The two months of Spanish classes in Medellín are over.
It was fun with Jessica, my Venezuelan teacher.
Although the learning success is manageable, I at least have a language base that I can build on during my trip through South America over the next few months.
Now I'm drawn to the coffee region of Colombia, where I was briefly in the pretty town of Jardín a few weeks ago.
Next, I want to get to know the area around Salento, which is one of the most popular in Colombia.
Although only 280 kilometers from Medellín, the bus ride to Salento takes almost nine hours.
The reason: between Medellín and Pereira, the largest city within the Coffee Triangle, the main artery in the mountains is being rehabilitated over a kilometer-long section.
Both sides have to share a traffic lane.
So while the traffic flows in one direction, it pauses on the other side for up to two hours at a time.
Many residents see the daily mega congestion as an opportunity to earn income.
They sell ice cream, cool drinks, sweets and snacks on motorbikes and at mobile stalls.
With the long wait, it is difficult not to access.
Salento is a hotspot for vacationers
I am impressed by the serenity of the Colombians.
Although nobody knows when the journey will continue, there is no cursing or whining.
When the sheet metal avalanche suddenly sets in motion, I am sitting in a street restaurant and sipping my cane sugar and lime soda.
Luckily I didn't order lunch like many others here.
Despite the hustle and bustle when paying, everyone manages to get on the bus on time.
I can't blame the bus driver for the fact that he is now driving unleashed and trying to make up for time.
During the risky overtaking maneuvers, trust in the image of Mary with the baby Jesus above the driver's seat is probably less of a help than in the bus driver's racing skills.
At least his pilot-like outfit inspires confidence.
The giant palm trees in the Cocora Valley are a popular selfie backdrop for tourists
Source: Martin Lewicki.
After changing in Pereira, I'm the only passenger on the bus to Salento at night.
The next day, disillusionment quickly spreads: Salento is a tourist hotspot.
The towns of Jardín and Santa Fe de Antioquia, which I visited in the weeks before, are much more charming.
But most of the visitors don't come for the old town: They leave Salento quickly - they are drawn to the surrounding area with its many coffee plantations and the gigantic mountain palms.
On the recommendation of a friend, I go to a coffee plantation that operates according to organic guidelines.
Colombia exports the best coffee
From the outside, the coffee farmer's house makes little impression.
When he sees me with a friend in front of the entrance, he is surprised by the unannounced visit.
He spontaneously leads us through the small eco-system and gives us an insight into his work.
For him, coffee is the most valuable commodity - right after oil and gold.

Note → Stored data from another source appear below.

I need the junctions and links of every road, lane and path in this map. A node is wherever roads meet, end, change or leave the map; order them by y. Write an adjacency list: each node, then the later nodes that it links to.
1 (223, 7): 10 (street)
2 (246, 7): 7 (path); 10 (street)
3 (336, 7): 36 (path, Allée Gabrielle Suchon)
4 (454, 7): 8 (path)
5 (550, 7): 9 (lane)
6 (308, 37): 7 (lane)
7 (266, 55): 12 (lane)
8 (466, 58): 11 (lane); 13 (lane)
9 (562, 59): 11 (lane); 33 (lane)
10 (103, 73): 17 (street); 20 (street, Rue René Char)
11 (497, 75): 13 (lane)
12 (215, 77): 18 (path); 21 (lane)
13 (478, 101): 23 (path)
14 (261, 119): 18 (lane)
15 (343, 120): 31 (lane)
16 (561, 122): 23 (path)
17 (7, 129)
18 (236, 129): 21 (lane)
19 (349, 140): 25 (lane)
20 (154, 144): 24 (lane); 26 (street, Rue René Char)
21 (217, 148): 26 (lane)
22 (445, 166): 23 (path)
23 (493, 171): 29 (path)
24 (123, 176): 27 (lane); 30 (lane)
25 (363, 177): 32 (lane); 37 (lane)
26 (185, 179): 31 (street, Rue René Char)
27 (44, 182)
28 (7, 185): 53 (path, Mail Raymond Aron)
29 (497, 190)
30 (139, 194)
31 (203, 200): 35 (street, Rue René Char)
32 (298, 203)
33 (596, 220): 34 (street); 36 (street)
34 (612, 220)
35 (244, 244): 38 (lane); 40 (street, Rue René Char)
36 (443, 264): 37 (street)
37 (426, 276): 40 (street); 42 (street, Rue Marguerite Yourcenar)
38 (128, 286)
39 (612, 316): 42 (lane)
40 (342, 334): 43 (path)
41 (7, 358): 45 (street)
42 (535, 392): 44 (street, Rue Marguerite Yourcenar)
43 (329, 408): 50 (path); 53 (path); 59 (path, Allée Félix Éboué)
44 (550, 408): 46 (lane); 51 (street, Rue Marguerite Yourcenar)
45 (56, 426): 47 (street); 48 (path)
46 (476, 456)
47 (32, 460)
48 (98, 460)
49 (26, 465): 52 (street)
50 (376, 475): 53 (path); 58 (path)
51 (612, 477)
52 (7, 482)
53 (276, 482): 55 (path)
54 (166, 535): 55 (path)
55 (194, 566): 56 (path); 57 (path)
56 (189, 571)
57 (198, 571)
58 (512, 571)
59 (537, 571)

“However, the best coffee in Colombia is exported,” explains the coffee farmer.
In Colombia you usually get the second choice.

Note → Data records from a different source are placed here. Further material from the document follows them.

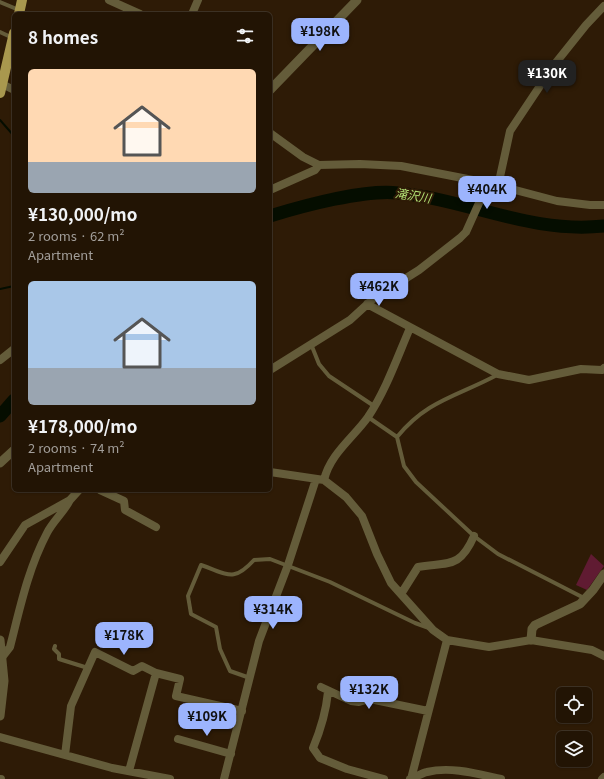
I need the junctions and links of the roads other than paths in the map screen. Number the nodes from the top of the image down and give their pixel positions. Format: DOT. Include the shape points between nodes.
graph roads {
  1 [pos="109,0"];
  2 [pos="198,0"];
  3 [pos="357,0"];
  4 [pos="0,2"];
  5 [pos="604,6"];
  6 [pos="20,8"];
  7 [pos="136,12"];
  8 [pos="193,12"];
  9 [pos="0,32"];
  10 [pos="12,36"];
  11 [pos="12,40"];
  12 [pos="1,88"];
  13 [pos="272,88"];
  14 [pos="12,90"];
  15 [pos="272,134"];
  16 [pos="319,165"];
  17 [pos="487,184"];
  18 [pos="498,186"];
  19 [pos="272,189"];
  20 [pos="604,205"];
  21 [pos="367,304"];
  22 [pos="410,328"];
  23 [pos="311,344"];
  24 [pos="12,351"];
  25 [pos="0,360"];
  26 [pos="604,368"];
  27 [pos="272,369"];
  28 [pos="498,374"];
  29 [pos="374,406"];
  30 [pos="368,416"];
  31 [pos="397,437"];
  32 [pos="12,452"];
  33 [pos="0,463"];
  34 [pos="272,472"];
  35 [pos="320,479"];
  36 [pos="77,492"];
  37 [pos="104,492"];
  38 [pos="70,500"];
  39 [pos="156,527"];
  40 [pos="474,536"];
  41 [pos="0,562"];
  42 [pos="288,565"];
  43 [pos="604,574"];
  44 [pos="401,594"];
  45 [pos="586,599"];
  46 [pos="433,630"];
  47 [pos="0,640"];
  48 [pos="447,640"];
  49 [pos="531,640"];
  50 [pos="55,646"];
  51 [pos="2,656"];
  52 [pos="604,656"];
  53 [pos="88,668"];
  54 [pos="156,673"];
  55 [pos="250,678"];
  56 [pos="242,711"];
  57 [pos="428,711"];
  58 [pos="0,716"];
  59 [pos="0,737"];
  60 [pos="178,739"];
  61 [pos="231,754"];
  62 [pos="65,755"];
  63 [pos="126,771"];
  64 [pos="479,777"];
  65 [pos="120,779"];
  66 [pos="170,779"];
  67 [pos="224,779"];
  68 [pos="384,779"];
  69 [pos="411,779"];
  70 [pos="501,779"];
  1 -- 7 [label="street"];
  2 -- 8 [label="street"];
  3 -- 13 [label="street"];
  4 -- 6 [label="lane"];
  5 -- 18 [label="street" via="554,65 510,131"];
  9 -- 10 [label="lane"];
  11 -- 12 [label="main road"];
  12 -- 14 [label="street"];
  15 -- 16 [label="street" via="303,157"];
  16 -- 17 [label="street" via="401,166"];
  16 -- 19 [label="street" via="315,170"];
  17 -- 18 [label="street"];
  17 -- 21 [label="street" via="466,232 419,270"];
  18 -- 20 [label="street" via="557,201 590,206"];
  21 -- 22 [label="street"];
  21 -- 23 [label="street" via="350,320"];
  22 -- 28 [label="street"];
  22 -- 29 [label="street"];
  23 -- 27 [label="street"];
  23 -- 29 [label="lane" via="319,364 329,376"];
  24 -- 25 [label="street"];
  26 -- 28 [label="street" via="581,369 529,380"];
  28 -- 31 [label="lane" via="435,403 416,416"];
  29 -- 30 [label="street"];
  30 -- 31 [label="lane"];
  30 -- 35 [label="street"];
  31 -- 40 [label="lane" via="404,466 416,482"];
  32 -- 33 [label="street"];
  34 -- 35 [label="street"];
  35 -- 42 [label="street"];
  35 -- 44 [label="street" via="346,497 362,516 386,573"];
  36 -- 38 [label="street"];
  37 -- 39 [label="street" via="124,501 124,510"];
  38 -- 41 [label="street" via="25,525"];
  38 -- 51 [label="street" via="48,532 34,560 10,647"];
  40 -- 44 [label="street" via="467,552 454,562 418,566"];
  40 -- 45 [label="lane" via="498,554"];
  42 -- 46 [label="lane"];
  42 -- 55 [label="street" via="266,619"];
  42 -- 55 [label="lane" via="270,559 254,560 242,573 235,575 201,565 188,596 191,614 216,627 220,649 230,671"];
  43 -- 45 [label="street"];
  44 -- 46 [label="street"];
  45 -- 49 [label="street" via="535,625"];
  46 -- 48 [label="street"];
  47 -- 51 [label="street"];
  48 -- 49 [label="street" via="489,647"];
  48 -- 57 [label="street"];
  49 -- 52 [label="street" via="592,650"];
  50 -- 53 [label="lane" via="59,659"];
  51 -- 58 [label="street" via="4,681"];
  53 -- 54 [label="street" via="95,652 133,671 142,666"];
  53 -- 62 [label="street" via="71,706"];
  54 -- 56 [label="street" via="180,679 176,696"];
  54 -- 63 [label="street"];
  55 -- 56 [label="street"];
  56 -- 61 [label="street"];
  57 -- 68 [label="street" via="370,699 351,701 324,689 327,709 313,748 320,758 347,769"];
  57 -- 69 [label="street"];
  59 -- 62 [label="street"];
  60 -- 61 [label="street"];
  61 -- 67 [label="street"];
  62 -- 63 [label="street"];
  63 -- 65 [label="street"];
  63 -- 66 [label="street"];
  64 -- 69 [label="street" via="440,771 427,772"];
  64 -- 70 [label="street"];
}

And often, unfortunately, only instant coffee, as I keep discovering - but not on this farm.
Ripe coffee cherries turn red
Source: Martin Lewicki.
No artificial pest control is used here;
It is sprayed with a foul-smelling but natural lye made from fermented garlic and onions.
A particularly aggressive pest that reacts to the red of the coffee beans is lured into a trap: a small, bright red bottle contains pure alcohol.
When the pest sips it, it's the end of it.
You also make the fertilizer yourself: from coffee grounds, chicken droppings and other organic waste.
Up to 45 meters high palm trees in the Cocora Valley
I pick a few ripe beans and quickly notice that mosquitoes are particularly comfortable on the plantation.
Within a few minutes, they stab my arms and legs in such a way that I will remember them itchy for days.
We are then shown how the coffee bean is peeled and cleaned in a water bath.
Then it goes into an oven to dry, and the raw product is ready.
A coffee farmer processes the fruit into the raw product - the beans are roasted elsewhere
Source: Martin Lewicki.
In the past, the beans were only roasted here in a pan for several hours, now they are sent to a roastery.
Then you just have to grind them to indulge in the enjoyment of a freshly brewed coffee.
In fact, the coffee produced here and brewed in a washable fabric filter tastes very mild and balanced: no acidity, few bitter substances, but still an intense taste.
The price for a packet is hardly higher than in the supermarket, so that I, as a coffee lover, buy it.
The mentioned palm giants - they reach up to 45 meters - are by the way in the neighboring Cocora Valley.
That is also worth seeing, but you have to be lucky with the weather: in the rainy region, the way there quickly becomes a muddy and slippery affair.
Then it's better to sip a coffee in Salento - if it's freshly brewed.
Read more parts of the world tour series “One Way Ticket” here. The column appears every two weeks.
Read more parts of the world tour series “One Way Ticket” here.
The column appears every two weeks.
In any case, Germans do not do without coffee
People in Germany drank more coffee in the Corona year 2020 than in the previous year.
Because of the restrictions caused by the pandemic and the increased use of home offices, people have relocated consumption to their own four walls.